* Dataset entries:
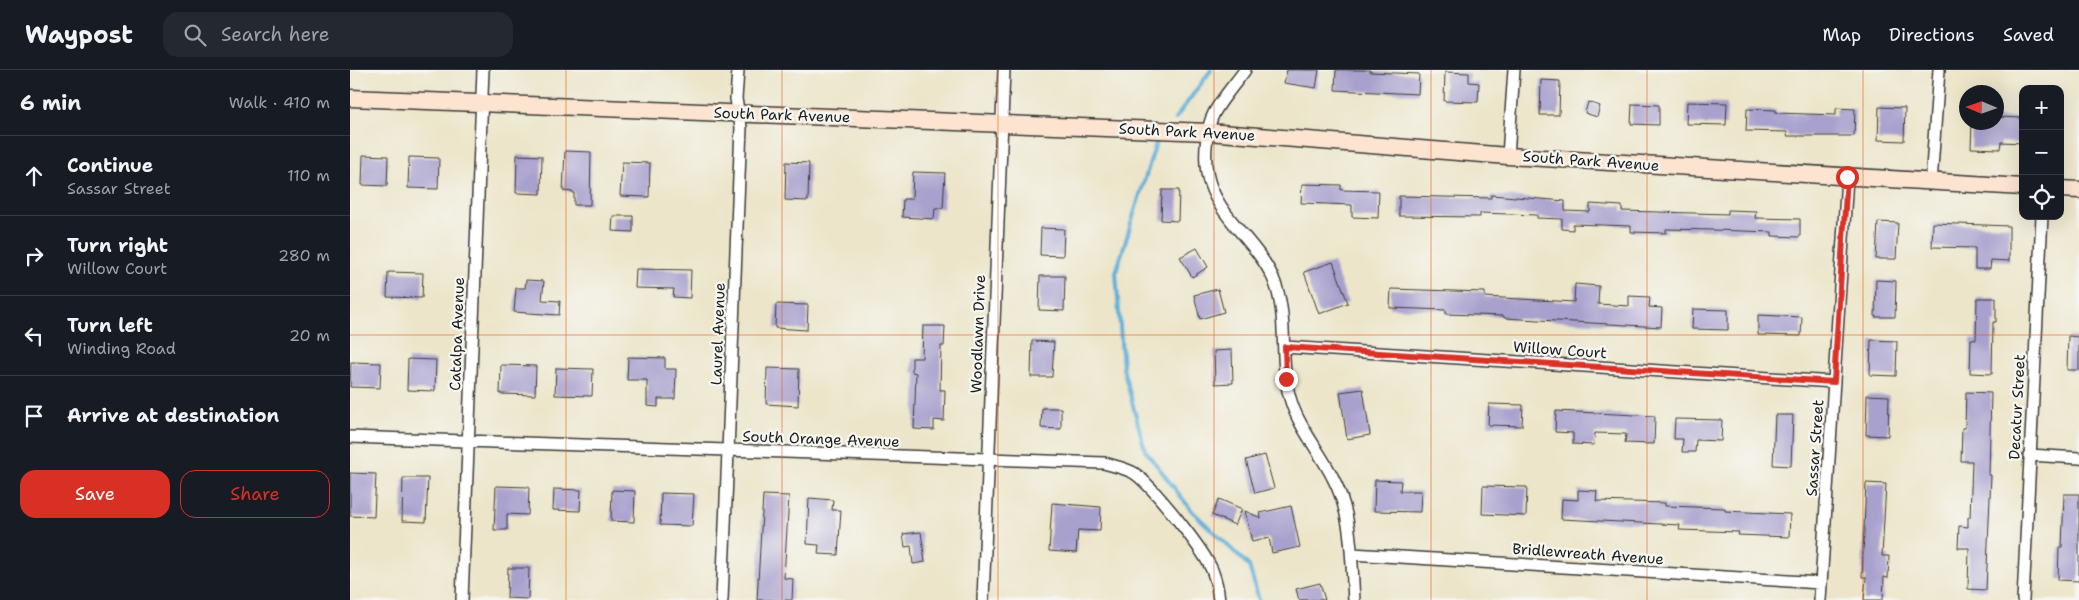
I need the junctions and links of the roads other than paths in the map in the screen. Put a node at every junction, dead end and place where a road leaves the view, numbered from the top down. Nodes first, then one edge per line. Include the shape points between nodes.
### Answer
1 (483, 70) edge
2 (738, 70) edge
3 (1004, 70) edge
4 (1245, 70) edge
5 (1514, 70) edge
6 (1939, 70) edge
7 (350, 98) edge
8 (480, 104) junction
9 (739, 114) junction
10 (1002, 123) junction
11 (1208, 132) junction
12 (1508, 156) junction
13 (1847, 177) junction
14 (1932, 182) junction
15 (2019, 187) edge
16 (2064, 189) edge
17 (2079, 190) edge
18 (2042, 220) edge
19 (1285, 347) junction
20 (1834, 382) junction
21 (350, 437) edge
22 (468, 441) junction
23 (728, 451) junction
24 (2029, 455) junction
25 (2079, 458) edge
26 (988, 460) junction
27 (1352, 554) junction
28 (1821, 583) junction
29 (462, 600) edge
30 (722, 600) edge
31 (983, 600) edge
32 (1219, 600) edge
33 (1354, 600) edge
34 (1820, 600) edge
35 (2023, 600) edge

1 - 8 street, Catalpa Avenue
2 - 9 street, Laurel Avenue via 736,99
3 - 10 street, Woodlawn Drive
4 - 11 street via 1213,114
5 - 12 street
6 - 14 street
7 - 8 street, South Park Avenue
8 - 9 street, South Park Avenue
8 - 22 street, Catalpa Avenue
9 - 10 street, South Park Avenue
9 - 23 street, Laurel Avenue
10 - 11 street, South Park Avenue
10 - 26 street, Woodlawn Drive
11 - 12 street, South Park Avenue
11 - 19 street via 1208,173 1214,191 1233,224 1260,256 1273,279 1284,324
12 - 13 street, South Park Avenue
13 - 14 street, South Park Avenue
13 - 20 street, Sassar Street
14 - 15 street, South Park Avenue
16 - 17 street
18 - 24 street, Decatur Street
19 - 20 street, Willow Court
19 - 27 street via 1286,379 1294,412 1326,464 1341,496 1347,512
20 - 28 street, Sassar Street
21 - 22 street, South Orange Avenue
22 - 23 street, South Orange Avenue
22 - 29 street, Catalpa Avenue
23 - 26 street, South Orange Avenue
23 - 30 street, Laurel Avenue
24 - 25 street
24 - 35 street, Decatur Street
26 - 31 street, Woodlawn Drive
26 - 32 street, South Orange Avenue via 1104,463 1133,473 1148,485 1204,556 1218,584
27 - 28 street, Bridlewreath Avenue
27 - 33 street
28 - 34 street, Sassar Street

* What is expected: Restate it all word for word: every record, no pictures.

* Task solution:
I need the junctions and links of the roads other than paths in the map in the screen. Put a node at every junction, dead end and place where a road leaves the view, numbered from the top down. Nodes first, then one edge per line. Include the shape points between nodes.
### Answer
1 (483, 70) edge
2 (738, 70) edge
3 (1004, 70) edge
4 (1245, 70) edge
5 (1514, 70) edge
6 (1939, 70) edge
7 (350, 98) edge
8 (480, 104) junction
9 (739, 114) junction
10 (1002, 123) junction
11 (1208, 132) junction
12 (1508, 156) junction
13 (1847, 177) junction
14 (1932, 182) junction
15 (2019, 187) edge
16 (2064, 189) edge
17 (2079, 190) edge
18 (2042, 220) edge
19 (1285, 347) junction
20 (1834, 382) junction
21 (350, 437) edge
22 (468, 441) junction
23 (728, 451) junction
24 (2029, 455) junction
25 (2079, 458) edge
26 (988, 460) junction
27 (1352, 554) junction
28 (1821, 583) junction
29 (462, 600) edge
30 (722, 600) edge
31 (983, 600) edge
32 (1219, 600) edge
33 (1354, 600) edge
34 (1820, 600) edge
35 (2023, 600) edge

1 - 8 street, Catalpa Avenue
2 - 9 street, Laurel Avenue via 736,99
3 - 10 street, Woodlawn Drive
4 - 11 street via 1213,114
5 - 12 street
6 - 14 street
7 - 8 street, South Park Avenue
8 - 9 street, South Park Avenue
8 - 22 street, Catalpa Avenue
9 - 10 street, South Park Avenue
9 - 23 street, Laurel Avenue
10 - 11 street, South Park Avenue
10 - 26 street, Woodlawn Drive
11 - 12 street, South Park Avenue
11 - 19 street via 1208,173 1214,191 1233,224 1260,256 1273,279 1284,324
12 - 13 street, South Park Avenue
13 - 14 street, South Park Avenue
13 - 20 street, Sassar Street
14 - 15 street, South Park Avenue
16 - 17 street
18 - 24 street, Decatur Street
19 - 20 street, Willow Court
19 - 27 street via 1286,379 1294,412 1326,464 1341,496 1347,512
20 - 28 street, Sassar Street
21 - 22 street, South Orange Avenue
22 - 23 street, South Orange Avenue
22 - 29 street, Catalpa Avenue
23 - 26 street, South Orange Avenue
23 - 30 street, Laurel Avenue
24 - 25 street
24 - 35 street, Decatur Street
26 - 31 street, Woodlawn Drive
26 - 32 street, South Orange Avenue via 1104,463 1133,473 1148,485 1204,556 1218,584
27 - 28 street, Bridlewreath Avenue
27 - 33 street
28 - 34 street, Sassar Street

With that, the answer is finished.